Two objects A and B of identical masses, 5 kg each , collided elastically with velocities 5 m/s and 10 m/s respectively.

To find:

Velocity of B after collision.

Calculation:

Let u1 and v1 be related to object A and u2 and v2 be related to object B;

Collision is elastic , hence coefficient of restitution will be equal to 1.

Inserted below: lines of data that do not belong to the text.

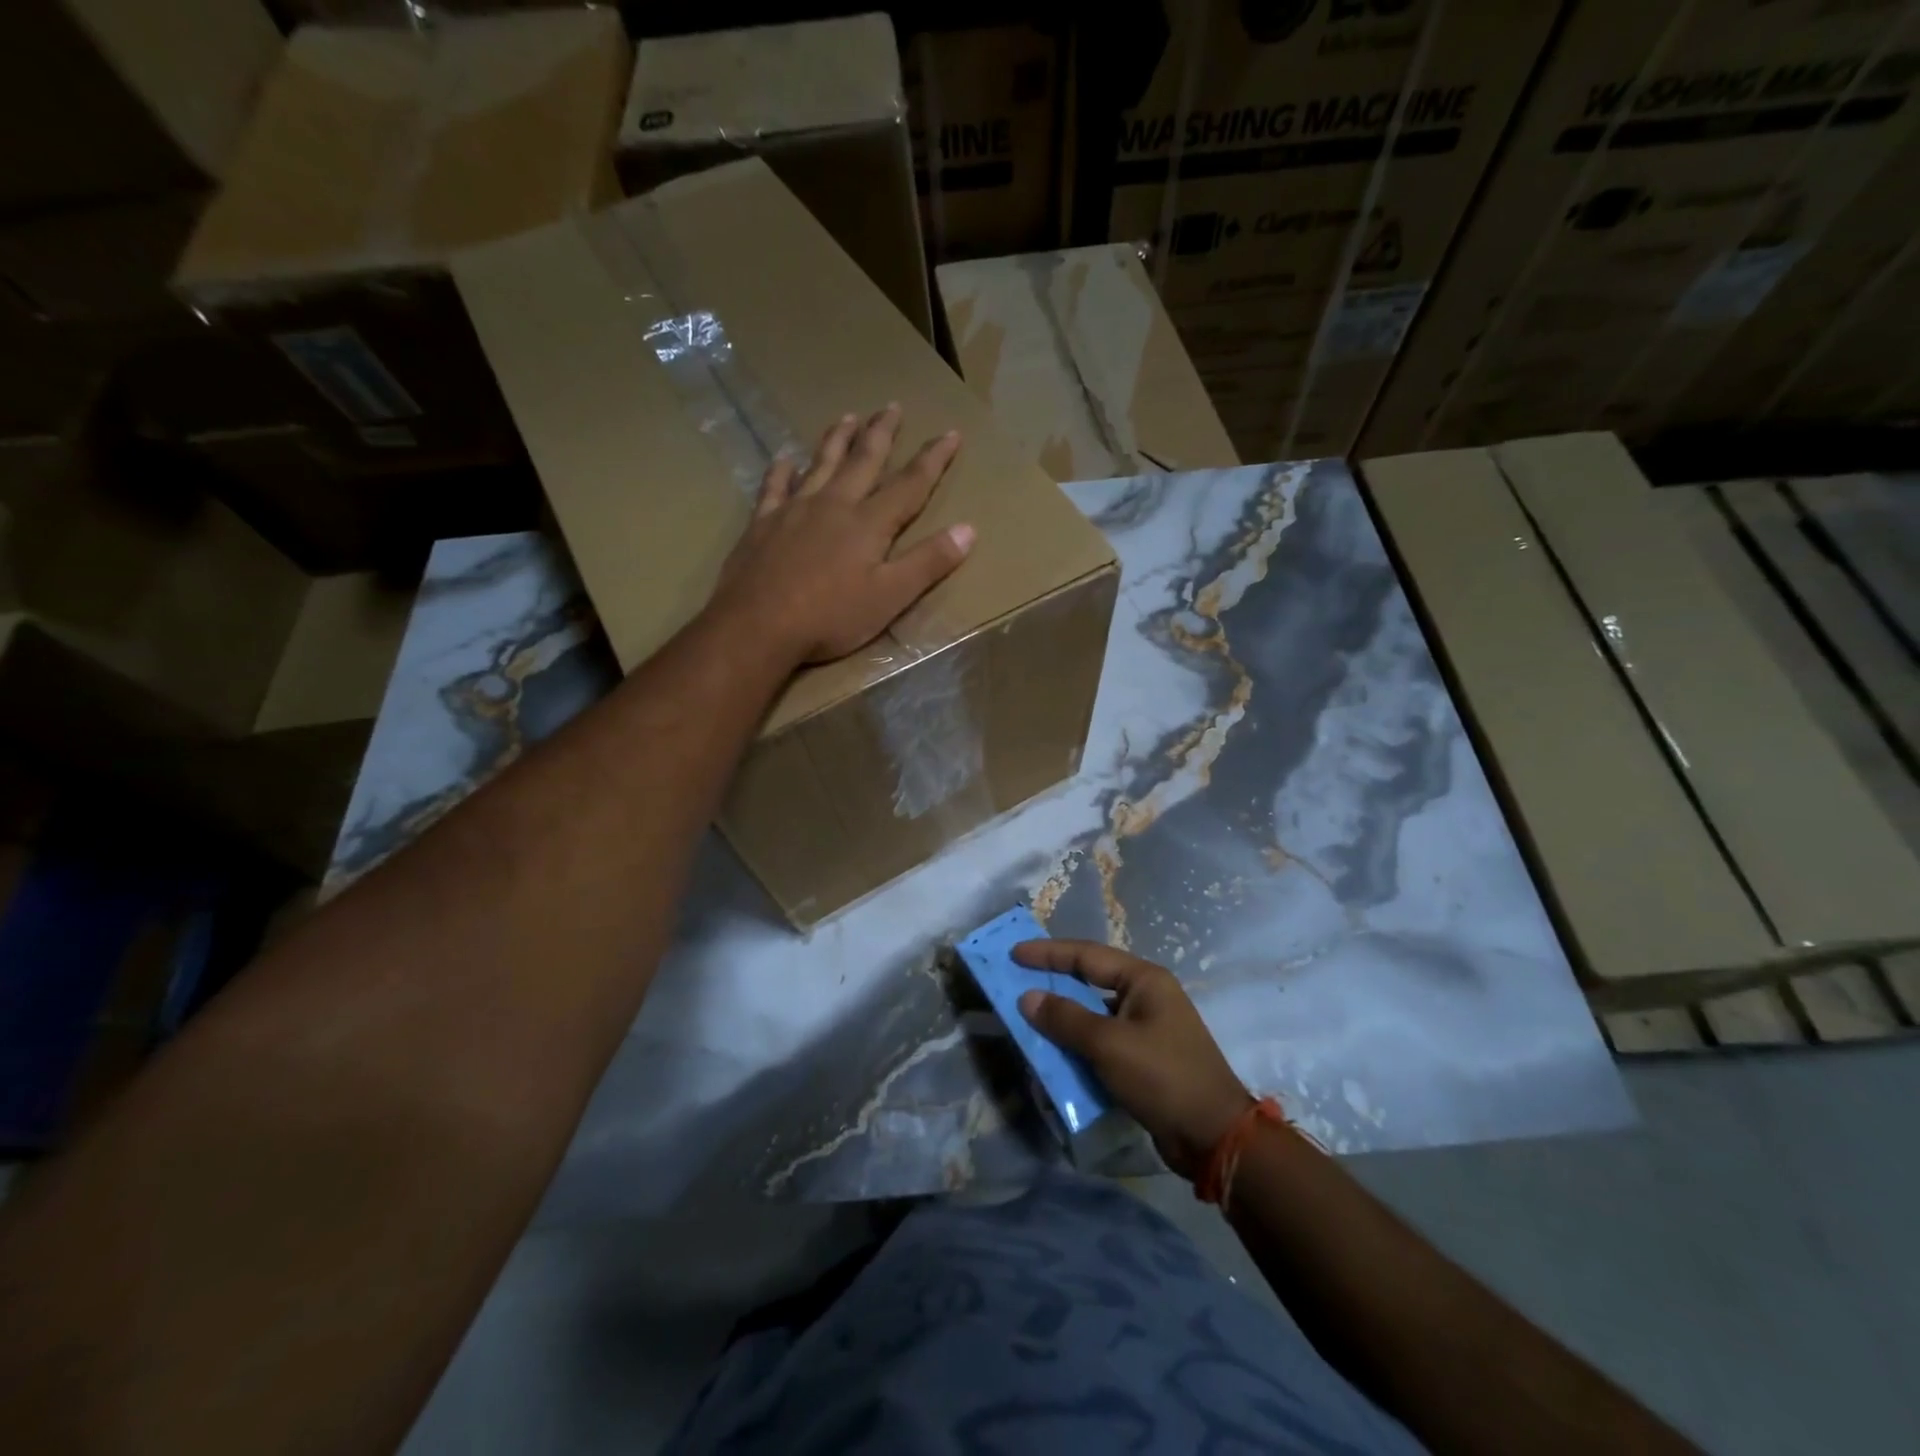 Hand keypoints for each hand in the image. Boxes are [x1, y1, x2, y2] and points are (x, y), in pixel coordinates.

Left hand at [711, 405, 973, 664]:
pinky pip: (774, 487)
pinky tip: (783, 459)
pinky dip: (781, 470)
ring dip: (837, 440)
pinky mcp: (762, 524)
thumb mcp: (890, 597)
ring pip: (820, 464)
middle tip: (892, 406)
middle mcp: (833, 505)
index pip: (910, 484)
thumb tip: (969, 530)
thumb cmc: (830, 617)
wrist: (757, 625)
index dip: (933, 459)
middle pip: (863, 461)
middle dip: (882, 433)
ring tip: (848, 417)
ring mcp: (794, 510)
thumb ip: (928, 563)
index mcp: (869, 524)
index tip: (951, 433)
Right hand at [1016, 940, 1251, 1179]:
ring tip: (1029, 1017)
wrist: (1214, 1137)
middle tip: (1017, 981)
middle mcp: (1147, 996)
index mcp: (1144, 980)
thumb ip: (1065, 1018)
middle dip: (1054, 982)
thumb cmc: (1162, 1077)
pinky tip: (1055, 1053)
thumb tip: (1028, 998)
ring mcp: (1148, 1028)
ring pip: (1095, 1013)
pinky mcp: (1145, 1058)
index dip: (1048, 953)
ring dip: (1064, 1017)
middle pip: (1090, 980)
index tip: (1014, 953)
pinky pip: (1102, 1040)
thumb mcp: (1108, 1044)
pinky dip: (1078, 1044)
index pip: (1087, 955) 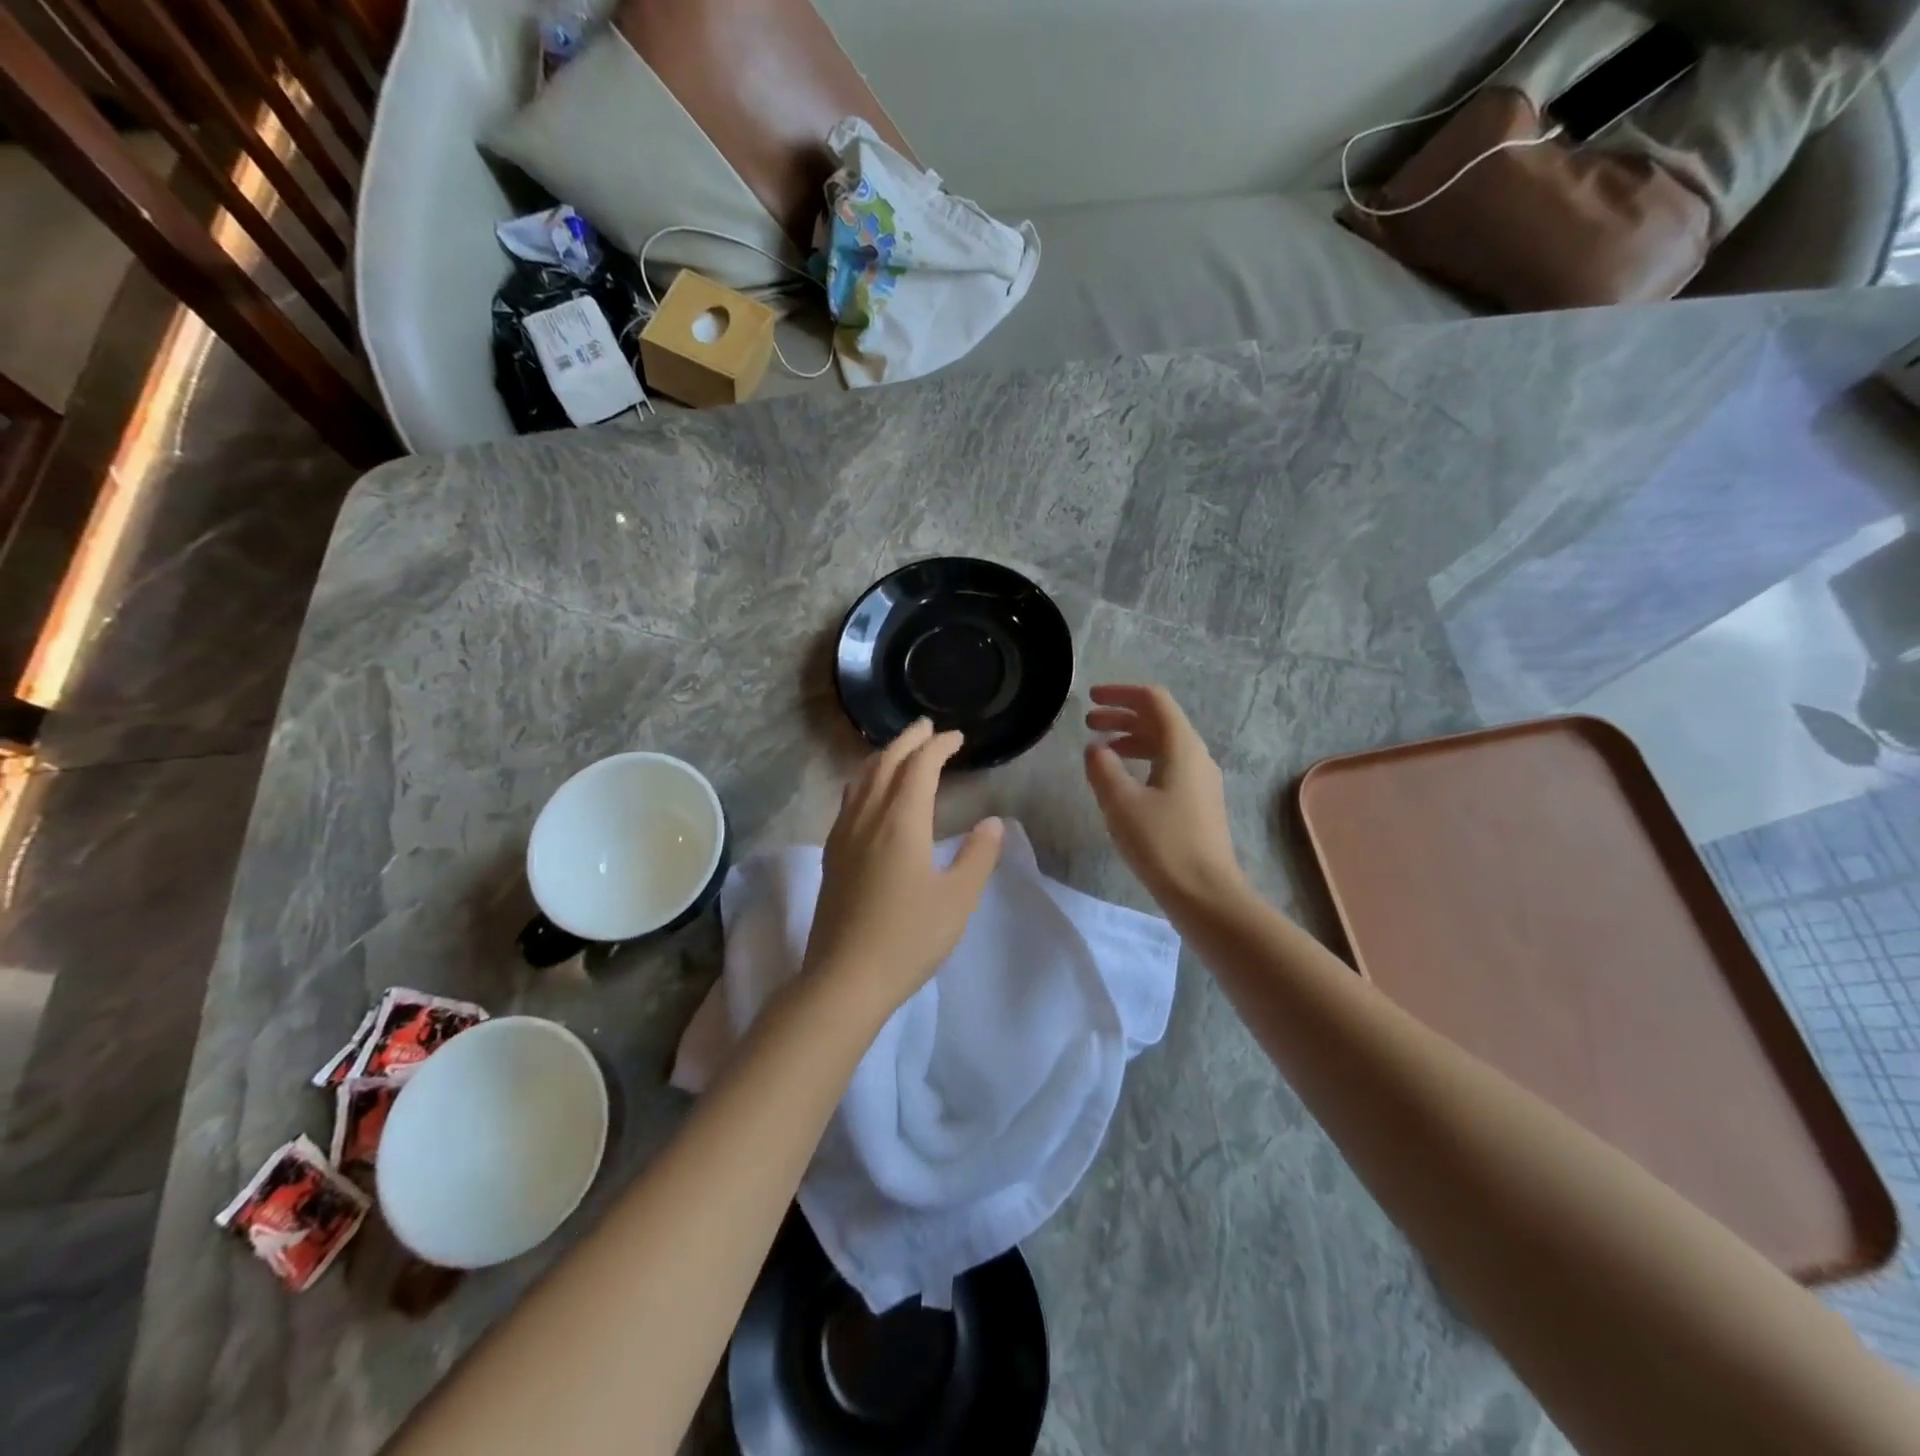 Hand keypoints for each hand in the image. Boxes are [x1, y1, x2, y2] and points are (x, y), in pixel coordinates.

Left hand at [804, 719, 1003, 1014]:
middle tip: (927, 727)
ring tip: (900, 750)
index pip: (919, 767)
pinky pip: (849, 799)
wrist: (845, 978)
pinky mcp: (832, 854)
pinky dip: (865, 779)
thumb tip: (993, 823)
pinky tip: (870, 793)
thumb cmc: (908, 939)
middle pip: (886, 763)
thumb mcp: (957, 900)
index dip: (938, 746)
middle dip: (908, 740)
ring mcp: (844, 835)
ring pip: (861, 778)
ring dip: (883, 756)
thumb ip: (977, 856)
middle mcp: (868, 818)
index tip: (956, 738)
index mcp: (901, 823)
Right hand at [1084, 684, 1245, 909]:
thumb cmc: (1162, 844)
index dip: (1120, 693)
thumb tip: (1095, 748)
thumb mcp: (1121, 803)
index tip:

$\rm{e = \dfrac{v2 - v1}{u1 - u2} }$

$= > \rm{1 = \dfrac{v2 - v1}{u1 - u2} }$

$= > \rm{v2 - v1 = u1 - u2}$

$= > \rm{v2 - v1 = 5 - ( - 10)}$

$= > \rm{v2 - v1 = 15 \: \: \: ......(1)}$

Now , applying Conservation of Momentum:

$\rm{ \therefore \: m(u1) + m(u2) = m(v1) + m(v2)}$

$\rm{ = > \:u1 + u2 = v1 + v2}$

$\rm{ = > \:5 + ( - 10) = v1 + v2}$

$\rm{ = > \: v1 + v2 = - 5 \: \: \: \: ......(2)}$

Adding the equations:

$\rm{ \therefore \: 2(v2) = 15 - 5}$

$\rm{ = > \: 2(v2) = 10}$

$\rm{ = > \:v2= 5 \: m {s}^{ - 1} }$

So, final Velocity of B is 5 m/s opposite to the direction of its initial velocity.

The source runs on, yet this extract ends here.